7 performance review tips to actually improve performance

Performance reviews are supposed to let employees know how they can improve their performance — but that isn’t always the case. According to a Gallup survey, only 14 percent of employees strongly agree that their performance reviews inspire them to improve their performance. This can leave managers frustrated because their employees aren’t getting better and employees discouraged because they can’t figure out what they need to do to improve.

Part of the problem is that performance reviews often sum up an employee’s work as a rating or ranking, without providing constructive feedback. The same Gallup survey found that only 29 percent of employees strongly agree that these reviews are fair, and only 26 percent strongly agree that they’re accurate. 

If you want to use the performance review to actually improve performance, you’ll need to approach it in a different way. The mistake most companies make is looking at performance reviews as an annual benchmark. Instead, use these seven performance review tips to modernize the process and inspire employees to reach their goals.

1. Keep track of performance throughout the year

An annual performance review isn’t the only time to reflect on how well an employee is performing. Spend a few minutes every week noting where the employee is doing well and where they can improve, ideally by providing in-person feedback. Not only will this make annual reviews more accurately reflect how the employee is doing, but it will also provide you with opportunities to help your employees improve their performance throughout the year.

2. Collect feedback from multiple sources

While a direct manager’s feedback is valuable in gauging how an employee is performing, an employee’s peers may shed more light on their strengths and weaknesses. Provide a way for other managers who regularly interact with the employee, as well as members of their team and, if applicable, their direct reports, to evaluate them. 

One of the ways to collect this feedback is to prepare separate forms to guide evaluations. For example, a feedback form from a peer could focus on teamwork and delegation, while a feedback form from a direct report would ask about how the employee is helping them meet their goals and objectives.

3. Encourage the employee to self-evaluate

As part of performance reviews, have the employee evaluate their own performance before you meet with them for their annual review. Providing a form can prepare them for what you’ll be evaluating and let you compare the results side by side. This encourages them to have a two-way conversation about their accomplishments and the obstacles keeping them from meeting goals.

Some of the things that should be included in the self-evaluation are what the employee is the proudest of, their own goals for their job performance, and how they believe their performance has affected the team and the company. This may provide insight into how you can support them in their efforts to improve.

4. Recognize the employee’s contributions

It’s all too easy to go into a performance review and note everything that the employee isn’t doing well. However, if you spend some time on what the employee has done well, they’ll have some positive takeaways and be able to build on those successes.
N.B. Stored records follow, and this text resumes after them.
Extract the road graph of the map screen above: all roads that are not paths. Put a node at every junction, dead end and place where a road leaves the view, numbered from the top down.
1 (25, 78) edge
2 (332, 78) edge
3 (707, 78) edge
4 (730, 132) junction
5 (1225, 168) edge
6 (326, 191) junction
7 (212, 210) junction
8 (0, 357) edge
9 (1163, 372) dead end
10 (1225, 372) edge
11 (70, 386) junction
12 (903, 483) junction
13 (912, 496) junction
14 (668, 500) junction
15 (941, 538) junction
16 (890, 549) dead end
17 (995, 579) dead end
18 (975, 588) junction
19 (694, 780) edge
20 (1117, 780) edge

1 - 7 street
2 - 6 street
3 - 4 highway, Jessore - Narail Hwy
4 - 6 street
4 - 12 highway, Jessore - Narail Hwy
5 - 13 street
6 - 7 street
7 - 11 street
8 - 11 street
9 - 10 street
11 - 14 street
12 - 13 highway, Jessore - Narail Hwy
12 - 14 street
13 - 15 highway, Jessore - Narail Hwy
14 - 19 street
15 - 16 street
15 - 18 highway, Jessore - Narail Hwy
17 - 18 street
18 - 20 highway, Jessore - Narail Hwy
One example is a sales team member who has just barely made their quota. While this can and should be mentioned in the performance review, it’s also important to recognize that this employee has built a strong rapport with their customers and is considered approachable and helpful by the rest of the department.

5. Provide objective data

A performance review shouldn’t be entirely based on subjective opinions. To the extent that it’s possible, provide objective data and examples, particularly when highlighting areas for improvement. For a customer service representative, this could include how long it takes for them to resolve an issue on a call or how many times they escalated customer issues to another representative.

If you don’t have that kind of data, you can use specific examples, such as notes from previous one-on-one meetings. The feedback that you’ve collected from colleagues will also help here, particularly if they can provide an example of a time when the employee’s performance could have been better, like a reaction to a stressful situation. 
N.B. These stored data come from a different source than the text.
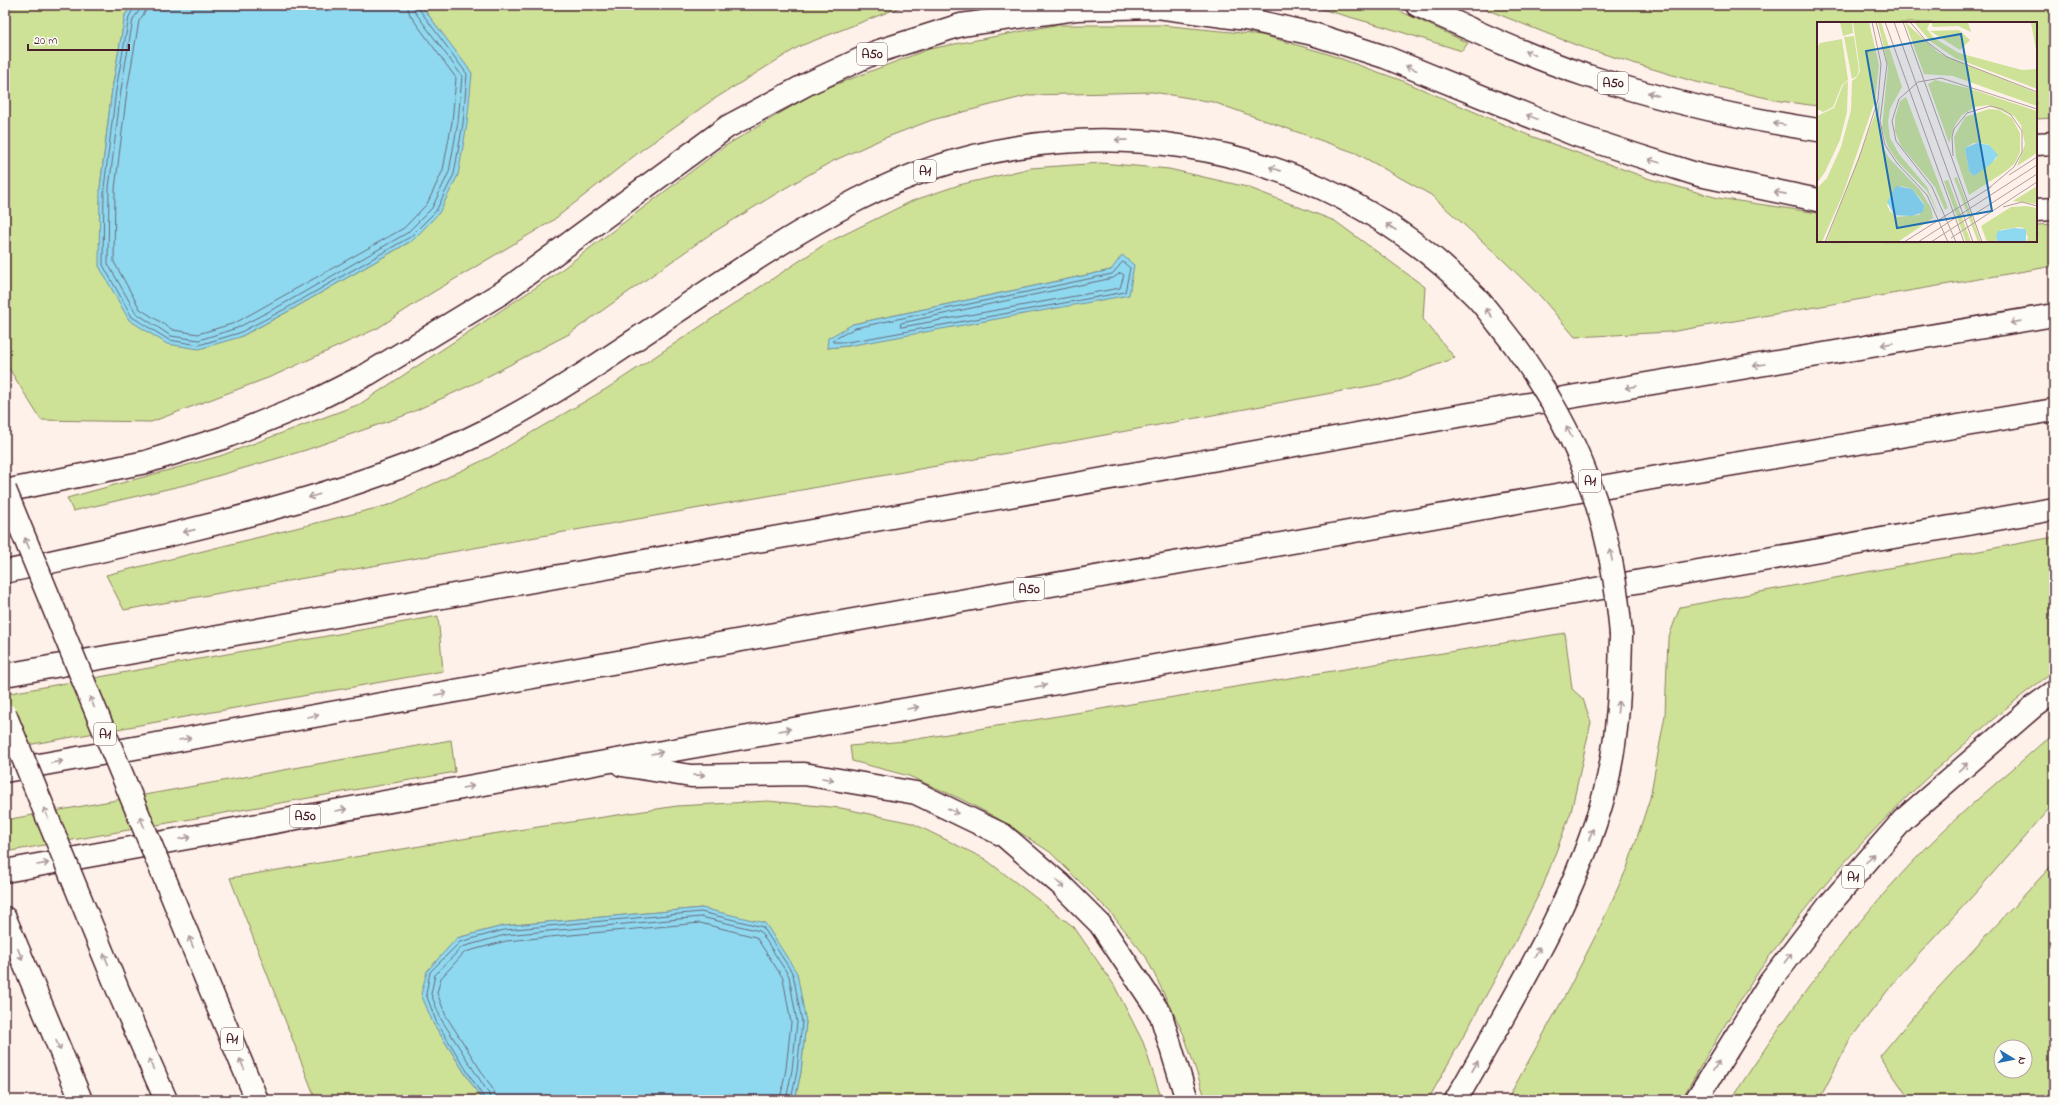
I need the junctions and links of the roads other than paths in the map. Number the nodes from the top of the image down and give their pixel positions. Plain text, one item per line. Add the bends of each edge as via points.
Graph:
1 (1418, 5) edge
2 (1817, 130) edge
3 (2054, 143) edge
4 (2037, 144) edge
5 (1817, 200) edge
6 (2054, 209) edge
7 (2037, 210) edge
8 (2054, 315) edge
9 (2054, 410) edge
10 (5, 491) edge
11 (2054, 509) edge
12 (5, 572) edge
13 (5, 675) edge
14 (2054, 692) edge
15 (5, 714) edge
16 (605, 762) junction
17 (5, 771) edge
18 (5, 871) edge
19 (5, 918) edge
20 (81, 1100) edge
21 (166, 1100) edge
22 (257, 1100) edge
23 (1187, 1100) edge
24 (1456, 1100) edge
25 (1696, 1100) edge

2 -> 1 highway, A50 via 1713,110 1585,75 1481,34
3 - 4 highway
5 -> 10 highway, A50 via 1699,175 1643,158 1576,135 1385,57 1313,34 1246,18 1157,7 1076,9 961,25 876,52 727,127 503,292 368,374 223,438 146,462
6 - 7 highway
8 -> 13 highway via 1458,416
17 -> 9 highway, A50 via 1694,470
22 -> 10 highway, A1, bridge
16 -> 11 highway, A50
24 -> 12 highway, A1, bridge via 1557,914 1595,825 1614,742 1620,688 1621,635 1618,596 1602,518 1590,480 1575,444 1556,409 1513,343 1479,301 1423,250 1368,212 1301,178 1218,152 1158,142 1087,140 1020,146 941,166 861,198 810,226 587,372 487,429 439,452 351,484 229,521
25 -> 14 highway, A1 via 1770,982 1828,905 1903,820 2033,707
21 -> 15 highway, bridge via 120,995
18 -> 16 highway, A50
16 -> 23 highway, A50 via 691,776 804,774 916,794 1003,836 1060,884 1100,924 1161,1015
19 -> 20 highway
6. Deliver actionable advice for improvement

When you’re giving a performance review, you want the employee to actually improve. This is why providing actionable advice is necessary. Give your employees specific things that they can do to boost their performance. This can be as formal as taking a course on using advanced features in the company’s bookkeeping software or as informal as asking for help when they need to prioritize multiple urgent tasks.

7. End on a positive note

It’s extremely unlikely that an employee will leave their performance review feeling like they can’t do anything right — and then magically improve. They’re more likely to polish their resume after an experience like that.

Instead, close the evaluation on a high note. Summarize the employee’s wins and go over the action plan the two of you are creating for improvement. For example, if the employee is struggling with meeting deadlines, help them create a plan so that they can work more efficiently or delegate some tasks.

Employees ideally should walk out of their performance reviews with a clear understanding of the company’s expectations for them and what they need to do to meet these expectations. Use these performance review tips to keep the encounter positive and foster a two-way conversation, and your employees will be inspired to improve.